Work item: Write out the records again, exactly, leaving none out.

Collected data
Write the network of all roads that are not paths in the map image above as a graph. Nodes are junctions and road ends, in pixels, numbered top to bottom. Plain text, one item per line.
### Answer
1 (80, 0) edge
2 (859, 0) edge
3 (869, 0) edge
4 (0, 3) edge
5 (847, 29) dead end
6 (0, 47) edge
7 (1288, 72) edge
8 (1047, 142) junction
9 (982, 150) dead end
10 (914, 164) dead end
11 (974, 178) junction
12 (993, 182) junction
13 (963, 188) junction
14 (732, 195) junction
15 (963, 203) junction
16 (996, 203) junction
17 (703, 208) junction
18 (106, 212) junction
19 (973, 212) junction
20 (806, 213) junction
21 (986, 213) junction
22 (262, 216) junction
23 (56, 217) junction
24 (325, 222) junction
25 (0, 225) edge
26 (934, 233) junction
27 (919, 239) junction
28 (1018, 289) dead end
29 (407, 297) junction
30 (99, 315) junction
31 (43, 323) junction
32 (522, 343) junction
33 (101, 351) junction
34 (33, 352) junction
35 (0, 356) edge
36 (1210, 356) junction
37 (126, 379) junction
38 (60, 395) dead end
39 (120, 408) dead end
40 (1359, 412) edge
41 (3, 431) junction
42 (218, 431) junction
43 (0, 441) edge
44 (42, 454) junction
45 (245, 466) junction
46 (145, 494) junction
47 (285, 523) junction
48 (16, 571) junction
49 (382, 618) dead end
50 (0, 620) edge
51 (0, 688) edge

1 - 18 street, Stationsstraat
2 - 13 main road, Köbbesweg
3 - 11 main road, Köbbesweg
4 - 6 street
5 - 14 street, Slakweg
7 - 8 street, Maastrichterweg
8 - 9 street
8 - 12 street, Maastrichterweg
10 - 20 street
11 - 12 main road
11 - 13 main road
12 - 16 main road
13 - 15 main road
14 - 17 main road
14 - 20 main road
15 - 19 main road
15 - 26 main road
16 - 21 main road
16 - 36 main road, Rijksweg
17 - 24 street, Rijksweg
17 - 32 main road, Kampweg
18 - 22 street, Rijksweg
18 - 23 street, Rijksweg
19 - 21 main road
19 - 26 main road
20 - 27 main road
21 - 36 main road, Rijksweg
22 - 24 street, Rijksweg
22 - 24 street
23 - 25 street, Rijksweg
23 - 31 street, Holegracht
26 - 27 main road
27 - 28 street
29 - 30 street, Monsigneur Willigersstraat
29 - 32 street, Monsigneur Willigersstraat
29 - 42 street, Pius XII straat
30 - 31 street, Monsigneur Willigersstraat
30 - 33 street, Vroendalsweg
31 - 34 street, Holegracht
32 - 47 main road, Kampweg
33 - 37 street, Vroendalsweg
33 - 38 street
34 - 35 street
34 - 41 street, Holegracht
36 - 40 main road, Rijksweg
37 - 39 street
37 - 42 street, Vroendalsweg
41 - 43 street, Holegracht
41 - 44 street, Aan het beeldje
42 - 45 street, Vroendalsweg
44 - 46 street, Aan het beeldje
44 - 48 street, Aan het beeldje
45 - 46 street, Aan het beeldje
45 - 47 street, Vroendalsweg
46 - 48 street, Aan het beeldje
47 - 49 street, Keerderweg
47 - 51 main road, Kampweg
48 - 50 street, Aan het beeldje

Final answer:
Write the network of all roads that are not paths in the map image above as a graph. Nodes are junctions and road ends, in pixels, numbered top to bottom. Plain text, one item per line.
### Answer
1 (80, 0) edge
2 (859, 0) edge
3 (869, 0) edge
4 (0, 3) edge
5 (847, 29) dead end
6 (0, 47) edge
7 (1288, 72) edge
8 (1047, 142) junction
9 (982, 150) dead end
10 (914, 164) dead end
11 (974, 178) junction
12 (993, 182) junction
13 (963, 188) junction
14 (732, 195) junction
15 (963, 203) junction
16 (996, 203) junction
17 (703, 208) junction
18 (106, 212) junction
19 (973, 212) junction
20 (806, 213) junction
21 (986, 213) junction
22 (262, 216) junction
23 (56, 217) junction
24 (325, 222) junction
25 (0, 225) edge
26 (934, 233) junction
27 (919, 239) junction
28 (1018, 289) dead end
29 (407, 297) junction
30 (99, 315) junction
31 (43, 323) junction
32 (522, 343) junction
33 (101, 351) junction
34 (33, 352) junction
35 (0, 356) edge
36 (1210, 356) junction
37 (126, 379) junction
38 (60, 395) dead end
39 (120, 408) dead end
40 (1359, 412) edge
41 (3, 431) junction
42 (218, 431) junction
43 (0, 441) edge
44 (42, 454) junction
45 (245, 466) junction
46 (145, 494) junction
47 (285, 523) junction
48 (16, 571) junction
49 (382, 618) dead end
50 (0, 620) edge
51 (0, 688) edge

1 - 18 street, Stationsstraat
2 - 13 main road, Köbbesweg
3 - 11 main road, Köbbesweg
4 - 6 street
5 - 14 street, Slakweg
7 - 8 street, Maastrichterweg
8 - 9 street
8 - 12 street, Maastrichterweg
10 - 20 street
11 - 12 main road
11 - 13 main road
12 - 16 main road
13 - 15 main road
14 - 17 main road
14 - 20 main road
15 - 19 main road
15 - 26 main road
16 - 21 main road
16 - 36 main road, Rijksweg
17 - 24 street, Rijksweg
17 - 32 main road, Kampweg
18 - 22 street, Rijksweg
18 - 23 street, Rijksweg
19 - 21 main road
19 - 26 main road
20 - 27 main road
21 - 36 main road, Rijksweg
22 - 24 street, Rijksweg
22 - 24 street
23 - 25 street, Rijksweg
23 - 31 street, Holegracht
26 - 27 main road
27 - 28 street
29 - 30 street, Monsigneur Willigersstraat
29 - 32 street, Monsigneur Willigersstraat
29 - 42 street, Pius XII straat
30 - 31 street, Monsigneur Willigersstraat
30 - 33 street, Vroendalsweg
31 - 34 street, Holegracht
32 - 47 main road, Kampweg
33 - 37 street, Vroendalsweg
33 - 38 street
34 - 35 street
34 - 41 street, Holegracht
36 - 40 main road, Rijksweg
37 - 39 street
37 - 42 street, Vroendalsweg
41 - 43 street, Holegracht
41 - 44 street, Aan het beeldje
42 - 45 street, Vroendalsweg
44 - 46 street, Aan het beeldje
44 - 48 street, Aan het beeldje
45 - 46 street, Aan het beeldje
45 - 47 street, Vroendalsweg
46 - 48 street, Aan het beeldje
47 - 49 street, Keerderweg
47 - 51 main road, Kampweg
48 - 50 street, Aan het beeldje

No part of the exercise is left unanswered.